Last week, I went to Target to grab a few things, and saw this notebook sitting at the end of the school supplies aisle. EEK!
I intended to just post the picture with a funny little quip, but then I got thinking. Why isn't it ok to be regular? I named my blog after the word, and did so because I'm ok with being a regular person in a regular house with a regular job in a regular neighborhood.
I think we've all gotten carried away with the mentality that everyone is special. Not just special to their moms, dads, family, and friends, but super special in the I'M SO AMAZING THAT I AM DESERVING OF ALL OF THE WORLD'S POSSESSIONS AND LOVE JUST FOR BEING BORN type of special. We've all seen it, and many articles have been written and t.v. specials have been run about the I deserve a huge trophy just for playing CYO soccer culture that seems to be pervasive with today's youth (and their parents).

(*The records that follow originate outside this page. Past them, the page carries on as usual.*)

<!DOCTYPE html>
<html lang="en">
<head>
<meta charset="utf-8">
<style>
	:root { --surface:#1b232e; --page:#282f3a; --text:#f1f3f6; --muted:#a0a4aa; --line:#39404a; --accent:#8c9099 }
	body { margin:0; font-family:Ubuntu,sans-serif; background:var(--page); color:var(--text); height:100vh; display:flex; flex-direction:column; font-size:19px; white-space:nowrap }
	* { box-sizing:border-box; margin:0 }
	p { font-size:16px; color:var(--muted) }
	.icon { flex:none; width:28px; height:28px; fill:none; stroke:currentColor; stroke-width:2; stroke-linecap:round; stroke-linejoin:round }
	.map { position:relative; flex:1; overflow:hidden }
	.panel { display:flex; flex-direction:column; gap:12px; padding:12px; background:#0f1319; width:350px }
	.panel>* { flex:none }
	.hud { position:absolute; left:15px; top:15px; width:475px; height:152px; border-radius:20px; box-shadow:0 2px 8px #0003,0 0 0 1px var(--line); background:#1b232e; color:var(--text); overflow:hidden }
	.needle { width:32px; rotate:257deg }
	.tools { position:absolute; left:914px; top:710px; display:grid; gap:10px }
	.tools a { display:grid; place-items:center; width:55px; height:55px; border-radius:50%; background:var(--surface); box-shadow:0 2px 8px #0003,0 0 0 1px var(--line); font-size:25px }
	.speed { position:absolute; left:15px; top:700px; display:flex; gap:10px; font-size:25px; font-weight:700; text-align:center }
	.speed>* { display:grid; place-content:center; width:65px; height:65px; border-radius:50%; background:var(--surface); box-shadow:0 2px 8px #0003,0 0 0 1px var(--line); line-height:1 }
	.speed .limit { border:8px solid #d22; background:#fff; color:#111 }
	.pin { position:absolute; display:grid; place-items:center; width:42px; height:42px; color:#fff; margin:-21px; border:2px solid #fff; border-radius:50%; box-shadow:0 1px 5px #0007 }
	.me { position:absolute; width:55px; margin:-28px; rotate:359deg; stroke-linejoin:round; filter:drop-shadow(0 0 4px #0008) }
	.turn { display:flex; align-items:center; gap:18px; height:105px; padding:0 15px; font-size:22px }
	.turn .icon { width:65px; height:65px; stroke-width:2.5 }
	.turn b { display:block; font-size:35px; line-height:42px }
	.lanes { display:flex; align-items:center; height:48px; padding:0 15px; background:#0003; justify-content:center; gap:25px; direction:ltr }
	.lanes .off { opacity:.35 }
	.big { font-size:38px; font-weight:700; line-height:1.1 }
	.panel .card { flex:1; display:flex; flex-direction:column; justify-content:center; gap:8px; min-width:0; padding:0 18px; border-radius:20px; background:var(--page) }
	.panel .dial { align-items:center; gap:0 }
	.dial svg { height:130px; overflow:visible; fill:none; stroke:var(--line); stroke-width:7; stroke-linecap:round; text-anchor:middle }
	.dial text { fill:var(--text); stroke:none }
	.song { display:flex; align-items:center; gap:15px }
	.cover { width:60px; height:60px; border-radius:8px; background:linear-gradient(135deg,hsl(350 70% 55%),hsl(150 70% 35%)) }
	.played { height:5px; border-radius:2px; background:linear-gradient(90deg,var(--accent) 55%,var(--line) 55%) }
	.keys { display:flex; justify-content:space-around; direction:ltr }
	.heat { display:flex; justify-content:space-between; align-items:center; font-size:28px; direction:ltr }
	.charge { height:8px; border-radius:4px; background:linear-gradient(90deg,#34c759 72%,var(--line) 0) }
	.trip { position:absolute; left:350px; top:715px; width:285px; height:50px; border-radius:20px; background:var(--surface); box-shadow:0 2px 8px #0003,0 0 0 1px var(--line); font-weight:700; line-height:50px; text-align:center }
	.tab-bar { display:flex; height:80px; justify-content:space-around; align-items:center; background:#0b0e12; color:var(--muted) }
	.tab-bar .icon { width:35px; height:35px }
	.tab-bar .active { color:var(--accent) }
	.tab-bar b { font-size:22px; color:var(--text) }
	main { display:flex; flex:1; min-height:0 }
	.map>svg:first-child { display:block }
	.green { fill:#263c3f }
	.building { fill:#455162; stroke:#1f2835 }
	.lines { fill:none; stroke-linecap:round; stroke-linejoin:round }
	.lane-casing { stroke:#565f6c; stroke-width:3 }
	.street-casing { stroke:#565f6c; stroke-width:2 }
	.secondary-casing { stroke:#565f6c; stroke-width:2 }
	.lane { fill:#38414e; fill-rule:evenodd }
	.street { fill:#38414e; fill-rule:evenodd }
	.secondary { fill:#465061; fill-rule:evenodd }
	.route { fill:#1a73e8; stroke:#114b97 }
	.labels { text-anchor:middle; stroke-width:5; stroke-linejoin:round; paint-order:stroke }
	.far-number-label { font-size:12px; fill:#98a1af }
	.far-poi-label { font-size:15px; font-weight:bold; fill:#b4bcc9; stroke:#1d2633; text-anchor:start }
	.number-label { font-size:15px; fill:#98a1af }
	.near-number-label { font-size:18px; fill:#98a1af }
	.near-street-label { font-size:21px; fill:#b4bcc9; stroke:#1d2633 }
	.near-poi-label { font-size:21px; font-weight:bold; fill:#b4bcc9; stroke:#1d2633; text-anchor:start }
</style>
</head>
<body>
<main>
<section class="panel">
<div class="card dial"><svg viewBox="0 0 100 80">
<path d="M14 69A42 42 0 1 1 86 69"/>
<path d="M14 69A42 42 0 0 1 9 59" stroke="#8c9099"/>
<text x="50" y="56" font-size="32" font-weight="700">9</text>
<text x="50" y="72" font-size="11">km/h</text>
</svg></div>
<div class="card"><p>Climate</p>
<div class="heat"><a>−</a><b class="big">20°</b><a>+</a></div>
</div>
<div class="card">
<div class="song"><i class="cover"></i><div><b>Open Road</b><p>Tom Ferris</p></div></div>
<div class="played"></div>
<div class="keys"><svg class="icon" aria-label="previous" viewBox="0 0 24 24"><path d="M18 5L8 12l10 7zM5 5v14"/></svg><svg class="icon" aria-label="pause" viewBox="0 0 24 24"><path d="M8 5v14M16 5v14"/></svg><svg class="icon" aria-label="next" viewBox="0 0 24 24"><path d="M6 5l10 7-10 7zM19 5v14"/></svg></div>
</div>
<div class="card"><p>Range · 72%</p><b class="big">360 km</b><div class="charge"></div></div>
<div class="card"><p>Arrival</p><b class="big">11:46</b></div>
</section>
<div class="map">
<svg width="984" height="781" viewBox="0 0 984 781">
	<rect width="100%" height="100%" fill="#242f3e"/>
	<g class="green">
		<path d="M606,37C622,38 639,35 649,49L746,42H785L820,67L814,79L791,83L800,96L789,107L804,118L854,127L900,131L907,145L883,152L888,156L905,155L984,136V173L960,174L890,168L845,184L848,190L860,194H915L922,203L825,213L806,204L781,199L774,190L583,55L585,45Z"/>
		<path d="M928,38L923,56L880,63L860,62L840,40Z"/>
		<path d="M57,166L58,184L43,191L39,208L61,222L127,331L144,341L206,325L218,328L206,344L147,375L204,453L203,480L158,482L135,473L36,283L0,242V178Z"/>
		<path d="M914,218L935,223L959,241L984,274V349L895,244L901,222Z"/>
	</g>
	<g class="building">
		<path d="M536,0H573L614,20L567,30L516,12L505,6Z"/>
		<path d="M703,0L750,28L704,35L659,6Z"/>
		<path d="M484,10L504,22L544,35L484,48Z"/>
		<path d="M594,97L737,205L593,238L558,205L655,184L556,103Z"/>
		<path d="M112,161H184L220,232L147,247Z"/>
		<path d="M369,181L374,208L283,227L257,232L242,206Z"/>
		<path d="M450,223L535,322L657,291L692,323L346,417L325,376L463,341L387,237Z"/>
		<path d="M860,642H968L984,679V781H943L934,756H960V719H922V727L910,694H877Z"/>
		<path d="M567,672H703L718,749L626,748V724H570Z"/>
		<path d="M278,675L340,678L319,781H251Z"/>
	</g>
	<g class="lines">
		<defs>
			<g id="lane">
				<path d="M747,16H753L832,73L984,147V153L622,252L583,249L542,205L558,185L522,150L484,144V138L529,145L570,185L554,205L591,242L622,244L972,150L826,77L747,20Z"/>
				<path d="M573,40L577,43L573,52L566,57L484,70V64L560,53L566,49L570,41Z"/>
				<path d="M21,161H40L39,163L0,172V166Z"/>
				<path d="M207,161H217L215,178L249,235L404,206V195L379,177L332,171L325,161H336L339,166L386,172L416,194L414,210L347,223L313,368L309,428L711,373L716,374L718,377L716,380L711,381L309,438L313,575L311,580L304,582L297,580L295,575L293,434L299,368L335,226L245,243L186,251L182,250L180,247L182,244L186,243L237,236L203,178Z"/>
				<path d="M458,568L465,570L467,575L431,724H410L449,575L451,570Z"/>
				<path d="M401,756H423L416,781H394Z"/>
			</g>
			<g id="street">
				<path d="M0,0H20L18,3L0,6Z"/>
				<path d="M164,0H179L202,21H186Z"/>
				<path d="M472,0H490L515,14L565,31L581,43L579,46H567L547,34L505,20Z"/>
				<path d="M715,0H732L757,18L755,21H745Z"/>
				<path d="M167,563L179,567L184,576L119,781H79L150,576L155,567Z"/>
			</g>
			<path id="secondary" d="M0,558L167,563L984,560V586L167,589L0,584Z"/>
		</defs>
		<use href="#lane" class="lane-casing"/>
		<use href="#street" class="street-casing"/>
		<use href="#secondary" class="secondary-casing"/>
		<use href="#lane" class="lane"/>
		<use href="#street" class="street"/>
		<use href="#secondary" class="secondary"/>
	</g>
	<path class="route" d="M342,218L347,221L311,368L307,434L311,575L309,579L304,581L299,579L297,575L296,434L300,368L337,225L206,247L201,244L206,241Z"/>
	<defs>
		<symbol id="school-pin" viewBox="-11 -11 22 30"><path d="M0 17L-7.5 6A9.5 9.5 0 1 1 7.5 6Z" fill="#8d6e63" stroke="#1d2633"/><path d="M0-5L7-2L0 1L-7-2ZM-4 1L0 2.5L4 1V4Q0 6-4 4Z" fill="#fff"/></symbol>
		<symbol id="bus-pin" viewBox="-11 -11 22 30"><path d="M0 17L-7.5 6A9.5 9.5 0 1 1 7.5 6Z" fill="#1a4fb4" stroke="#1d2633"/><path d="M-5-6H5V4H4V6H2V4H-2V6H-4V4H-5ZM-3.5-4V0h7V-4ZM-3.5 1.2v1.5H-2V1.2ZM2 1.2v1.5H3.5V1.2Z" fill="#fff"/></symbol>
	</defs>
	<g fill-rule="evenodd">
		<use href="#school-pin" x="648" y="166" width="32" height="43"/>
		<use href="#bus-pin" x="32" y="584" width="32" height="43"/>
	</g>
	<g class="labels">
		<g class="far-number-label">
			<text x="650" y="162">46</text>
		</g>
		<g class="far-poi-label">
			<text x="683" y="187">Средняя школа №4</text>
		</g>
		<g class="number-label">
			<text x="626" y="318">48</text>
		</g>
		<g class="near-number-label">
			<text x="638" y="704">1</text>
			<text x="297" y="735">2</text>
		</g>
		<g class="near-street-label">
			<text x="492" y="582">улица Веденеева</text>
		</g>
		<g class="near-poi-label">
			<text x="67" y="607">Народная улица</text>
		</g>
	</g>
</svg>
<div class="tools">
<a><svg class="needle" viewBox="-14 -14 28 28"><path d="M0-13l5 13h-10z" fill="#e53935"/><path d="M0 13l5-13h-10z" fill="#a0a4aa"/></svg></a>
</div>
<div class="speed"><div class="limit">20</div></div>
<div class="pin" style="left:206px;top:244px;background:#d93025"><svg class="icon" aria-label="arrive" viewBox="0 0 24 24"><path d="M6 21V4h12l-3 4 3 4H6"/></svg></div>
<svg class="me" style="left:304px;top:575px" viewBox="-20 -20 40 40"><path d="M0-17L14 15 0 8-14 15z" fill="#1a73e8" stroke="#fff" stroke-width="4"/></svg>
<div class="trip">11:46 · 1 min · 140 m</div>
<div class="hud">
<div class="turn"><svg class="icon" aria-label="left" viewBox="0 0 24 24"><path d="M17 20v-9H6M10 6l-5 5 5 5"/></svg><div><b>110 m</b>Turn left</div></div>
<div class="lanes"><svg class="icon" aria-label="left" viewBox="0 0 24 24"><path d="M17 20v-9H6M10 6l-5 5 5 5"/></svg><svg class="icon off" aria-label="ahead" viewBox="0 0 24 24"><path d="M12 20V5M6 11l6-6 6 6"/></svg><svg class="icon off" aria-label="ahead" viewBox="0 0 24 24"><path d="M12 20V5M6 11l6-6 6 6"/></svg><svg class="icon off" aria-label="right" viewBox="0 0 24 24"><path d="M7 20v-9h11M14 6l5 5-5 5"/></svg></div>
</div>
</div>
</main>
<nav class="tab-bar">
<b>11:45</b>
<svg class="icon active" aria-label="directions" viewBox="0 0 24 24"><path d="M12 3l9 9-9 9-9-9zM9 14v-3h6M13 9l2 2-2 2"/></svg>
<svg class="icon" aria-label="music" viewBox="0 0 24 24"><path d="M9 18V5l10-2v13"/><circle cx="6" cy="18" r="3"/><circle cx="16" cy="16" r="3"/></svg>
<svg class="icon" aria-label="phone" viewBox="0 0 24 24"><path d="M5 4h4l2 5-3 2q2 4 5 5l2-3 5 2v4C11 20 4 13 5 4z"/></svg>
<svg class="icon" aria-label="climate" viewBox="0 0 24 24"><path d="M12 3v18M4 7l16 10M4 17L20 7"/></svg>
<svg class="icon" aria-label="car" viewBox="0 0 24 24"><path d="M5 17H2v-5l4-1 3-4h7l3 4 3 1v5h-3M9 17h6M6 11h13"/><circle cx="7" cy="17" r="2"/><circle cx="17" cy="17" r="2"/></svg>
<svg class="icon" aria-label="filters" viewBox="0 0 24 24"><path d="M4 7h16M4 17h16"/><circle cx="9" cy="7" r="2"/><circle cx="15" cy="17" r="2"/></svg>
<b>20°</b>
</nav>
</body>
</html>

I'm pretty sure that every generation has complained about something that's "wrong" with the next generation down. Despite my complaints, I am all for making little ones feel special about certain things- maybe they are good at art, or can run fast, or just give the best hugs in the whole wide world. It's ok to let kids know that they are special to you for a variety of reasons.
Unfortunately, in the harsh reality of the world (and especially in the high school and college world, as this college ruled notebook was intended for), our babies really aren't that special to anyone not in our inner circle. And that should be ok. Our little ones WILL grow into teenagers and young adults who need to be prepared and armed with the knowledge that while someone at home will always be there to cushion the blow of the real world whacking them in the face, that they WILL get whacked in the face by life. The world doesn't owe them a favor just because they are breathing.
During my teaching years, I frequently came across this mentality- the parent and 17 year old girl who were both convinced that she would become a fashion designer (despite the fact that she could only draw stick figures...), the 5'2" 12th grader whose plans were to make his money in the NBA, and the senior whose mom came in and strong armed the counselor into sending her daughter's application to Harvard, with her ACT score of 13 attached it it. The national ACT average from 2012 was a 21.1. We laugh at little ones who share these dreams with us, and we pat them on the head and tell them, "Of course you can do that!". But it's not so cute when young adults think this way and still actually believe it. It's like the two year old with a lisp that we keep telling to say "dump truck". It's funny, and we all howl with laughter, but when he's 12 and yelling "dumb f*@!", it's horrendous.
While these stories are only anecdotal, my teacher friends across the US all have had similar stories to share, and I'm sure they could add pages and pages more of the same type of thing. Why aren't we pulling on our kids' strengths and teaching them that it is ok to be regular, that the world desperately needs the plumbers, the teachers, the mail carriers?
We don't need to be special to live happy, fulfilling lives. If everybody's special all the time, then nobody's actually special, right? Except to our mommas...to them, we are the most special beings on the face of the planet. If Target made a notebook that looked like this, then I would buy it in a heartbeat:
|Now that's a little more accurate.|
Come on Target, can we make it happen?